We developed a medical supplies map. It shows whether our primary hospitals for the coronavirus have enough PPE and medical equipment, and how many beds and doctors are available. You can see information about any hospital, and this data is updated every day.
“We developed a medical supplies map. It shows whether our primary hospitals for the coronavirus have enough PPE and medical equipment, and how many beds and doctors are available. You can see information about any hospital, and this data is updated every day,” explains the director and founder of the Ukrainian service for contractor verification YouControl Serhii Milman. The map was created together with the Presidential Office and other civil society organizations.
YouControl has also given all Ukrainian medical procuring entities free access to its analytics systems, so they can vet suppliers. This is essential when procurement takes place without competitive bidding.
A service to verify the needs of health facilities amid the coronavirus crisis has also been created in Kyrgyzstan. This online platform is called Tirek (which translates as “support”). It reflects the current needs of hospitals for medication, equipment and special clothing. Tirek was created as a joint project by authorities, the business community and public activists on a voluntary basis.
Sustaining effective procurement strategies beyond the crisis
While the pandemic has accentuated existing problems that plagued the procurement sector, it has also, out of necessity, been a catalyst for establishing effective partnerships that can quickly resolve complex and urgent issues in the procurement system. In the call, we discussed recommendations for supporting such efforts beyond the immediate health crisis.

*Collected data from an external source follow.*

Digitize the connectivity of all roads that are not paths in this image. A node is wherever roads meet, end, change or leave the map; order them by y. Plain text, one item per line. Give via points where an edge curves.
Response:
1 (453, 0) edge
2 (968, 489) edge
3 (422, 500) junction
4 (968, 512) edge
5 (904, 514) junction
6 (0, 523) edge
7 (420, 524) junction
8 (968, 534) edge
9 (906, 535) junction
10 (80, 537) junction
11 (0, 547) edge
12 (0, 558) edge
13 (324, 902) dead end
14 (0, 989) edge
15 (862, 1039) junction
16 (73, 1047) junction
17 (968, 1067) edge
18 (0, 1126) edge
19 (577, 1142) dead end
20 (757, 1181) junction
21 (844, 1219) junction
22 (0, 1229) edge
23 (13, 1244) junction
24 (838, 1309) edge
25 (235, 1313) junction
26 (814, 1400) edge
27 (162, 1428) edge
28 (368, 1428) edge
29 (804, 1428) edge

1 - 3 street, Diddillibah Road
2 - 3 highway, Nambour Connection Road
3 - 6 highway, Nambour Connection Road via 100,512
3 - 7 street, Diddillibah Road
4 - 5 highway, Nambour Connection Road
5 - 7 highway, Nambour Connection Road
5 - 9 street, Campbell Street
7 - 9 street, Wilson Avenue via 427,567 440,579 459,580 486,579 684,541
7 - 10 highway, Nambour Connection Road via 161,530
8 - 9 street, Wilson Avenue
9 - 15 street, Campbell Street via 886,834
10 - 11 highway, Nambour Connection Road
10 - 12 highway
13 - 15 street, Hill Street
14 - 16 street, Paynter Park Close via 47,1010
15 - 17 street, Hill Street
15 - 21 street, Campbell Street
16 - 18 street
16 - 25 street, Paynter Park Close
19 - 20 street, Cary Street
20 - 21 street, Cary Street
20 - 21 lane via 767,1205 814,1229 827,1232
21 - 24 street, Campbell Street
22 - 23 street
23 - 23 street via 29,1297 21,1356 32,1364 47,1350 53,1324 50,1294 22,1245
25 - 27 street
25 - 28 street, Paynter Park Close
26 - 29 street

- Publishing open data, not only on the concluded agreements, but also on procurement plans and contract implementation, is absolutely essential. These stages carry a lot of corruption and inefficiency risks.
- Civic monitoring needs to develop further. Without it, concerns over anomalous tenders, price gouging and other misuse of funds would not be acted upon. Practice shows that when it came to sensitive COVID-19 procurement, the government actively made the necessary decisions following widely publicized investigations. Can this effective cooperation stay with us even after the pandemic?

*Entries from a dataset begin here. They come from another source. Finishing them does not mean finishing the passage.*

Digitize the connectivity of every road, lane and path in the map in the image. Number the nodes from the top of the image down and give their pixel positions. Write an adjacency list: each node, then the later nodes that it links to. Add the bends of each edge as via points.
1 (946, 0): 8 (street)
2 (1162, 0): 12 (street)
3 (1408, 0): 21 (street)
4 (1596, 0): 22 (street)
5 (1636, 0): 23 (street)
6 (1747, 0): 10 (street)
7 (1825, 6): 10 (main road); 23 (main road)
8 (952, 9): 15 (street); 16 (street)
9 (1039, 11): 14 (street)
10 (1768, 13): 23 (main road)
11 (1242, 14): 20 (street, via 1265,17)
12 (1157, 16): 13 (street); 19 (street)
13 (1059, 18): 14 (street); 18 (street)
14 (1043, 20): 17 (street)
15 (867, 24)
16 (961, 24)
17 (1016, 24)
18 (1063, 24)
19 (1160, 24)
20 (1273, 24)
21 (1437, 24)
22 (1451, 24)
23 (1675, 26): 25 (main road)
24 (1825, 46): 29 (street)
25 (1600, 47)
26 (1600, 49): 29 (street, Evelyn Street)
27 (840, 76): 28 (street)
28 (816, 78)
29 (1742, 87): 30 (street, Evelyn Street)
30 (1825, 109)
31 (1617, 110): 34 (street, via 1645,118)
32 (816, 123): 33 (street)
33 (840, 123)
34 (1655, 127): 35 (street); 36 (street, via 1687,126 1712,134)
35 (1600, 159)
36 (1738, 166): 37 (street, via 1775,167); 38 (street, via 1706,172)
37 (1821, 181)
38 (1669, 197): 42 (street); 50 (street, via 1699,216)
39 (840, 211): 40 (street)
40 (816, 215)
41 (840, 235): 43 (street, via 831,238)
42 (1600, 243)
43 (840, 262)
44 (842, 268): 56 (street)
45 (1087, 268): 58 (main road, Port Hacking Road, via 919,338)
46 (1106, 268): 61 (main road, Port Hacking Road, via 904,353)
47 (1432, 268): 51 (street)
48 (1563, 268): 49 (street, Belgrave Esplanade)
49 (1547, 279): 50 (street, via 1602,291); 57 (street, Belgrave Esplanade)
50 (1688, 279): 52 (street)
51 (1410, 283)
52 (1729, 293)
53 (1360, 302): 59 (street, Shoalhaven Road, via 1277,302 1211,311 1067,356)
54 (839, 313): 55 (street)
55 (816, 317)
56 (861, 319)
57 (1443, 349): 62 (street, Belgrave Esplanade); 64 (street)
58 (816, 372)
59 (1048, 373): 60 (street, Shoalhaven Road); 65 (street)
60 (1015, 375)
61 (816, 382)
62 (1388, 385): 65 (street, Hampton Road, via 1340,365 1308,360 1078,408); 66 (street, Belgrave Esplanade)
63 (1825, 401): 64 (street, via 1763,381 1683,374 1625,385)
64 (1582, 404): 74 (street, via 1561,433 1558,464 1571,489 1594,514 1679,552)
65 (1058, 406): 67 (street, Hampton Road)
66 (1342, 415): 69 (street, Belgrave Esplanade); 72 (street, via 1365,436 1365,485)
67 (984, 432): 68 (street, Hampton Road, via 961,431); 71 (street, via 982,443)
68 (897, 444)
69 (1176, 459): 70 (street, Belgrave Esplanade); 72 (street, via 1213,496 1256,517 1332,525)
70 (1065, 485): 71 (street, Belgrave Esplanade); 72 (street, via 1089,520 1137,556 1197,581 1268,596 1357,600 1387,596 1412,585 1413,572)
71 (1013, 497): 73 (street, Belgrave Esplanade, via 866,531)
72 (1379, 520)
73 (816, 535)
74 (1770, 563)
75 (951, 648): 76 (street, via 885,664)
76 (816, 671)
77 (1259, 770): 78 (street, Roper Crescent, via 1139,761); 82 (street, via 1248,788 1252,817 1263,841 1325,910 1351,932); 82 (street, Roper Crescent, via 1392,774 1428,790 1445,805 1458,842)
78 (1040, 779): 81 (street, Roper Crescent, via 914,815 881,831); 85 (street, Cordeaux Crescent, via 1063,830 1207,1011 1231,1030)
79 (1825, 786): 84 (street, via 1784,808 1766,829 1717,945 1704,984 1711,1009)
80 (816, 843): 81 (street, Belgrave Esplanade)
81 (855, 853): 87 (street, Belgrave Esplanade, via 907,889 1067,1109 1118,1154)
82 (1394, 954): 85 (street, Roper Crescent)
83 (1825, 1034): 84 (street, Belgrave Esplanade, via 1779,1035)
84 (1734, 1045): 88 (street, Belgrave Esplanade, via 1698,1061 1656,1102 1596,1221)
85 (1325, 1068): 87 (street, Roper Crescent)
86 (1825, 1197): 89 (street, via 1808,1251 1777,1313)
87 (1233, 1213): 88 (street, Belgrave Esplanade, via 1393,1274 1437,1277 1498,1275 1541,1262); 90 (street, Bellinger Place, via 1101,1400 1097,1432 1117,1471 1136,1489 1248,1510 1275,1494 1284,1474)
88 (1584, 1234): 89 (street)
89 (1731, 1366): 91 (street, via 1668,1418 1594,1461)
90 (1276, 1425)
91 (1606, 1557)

- During the discussion, we received multiple requests for training on open data use, procurement monitoring, work with indicators, advocacy, and communications. This shows a need to spend more time on strengthening civil society in the region.
- Partnerships established between the government, private companies and the public during the crisis need to be maintained and reinforced. Mutual trust between the government, the business community and civil society is still a rarity in the EECA region. But the coronavirus crisis can serve as the instigator for restoring trust and cooperation. The various stakeholders should develop their understanding of the benefits of partnerships, their types, roles and tasks. Partnerships work best when everyone understands their idea, values each other’s experience, and when there’s trust and respect. That is why it is key to provide stakeholders with an opportunity to learn how sustainable partnerships can be created.
The European Bank for Reconstruction and Development actively promotes open contracting principles in the region, helping to publish open data on public procurement in multiple countries, including Armenia, Kyrgyzstan, Moldova, Tajikistan and supporting Kazakhstan and Uzbekistan. Other organizations, such as USAID, Open Society Foundation, DFID, the European Union and Eurasia Foundation, contribute to this work in meaningful ways as well.
The Open Contracting Partnership will continue facilitating the development of such partnerships in the region and strengthening them, for the sake of fair and efficient public contracting that provides citizens with the goods, works and services they need.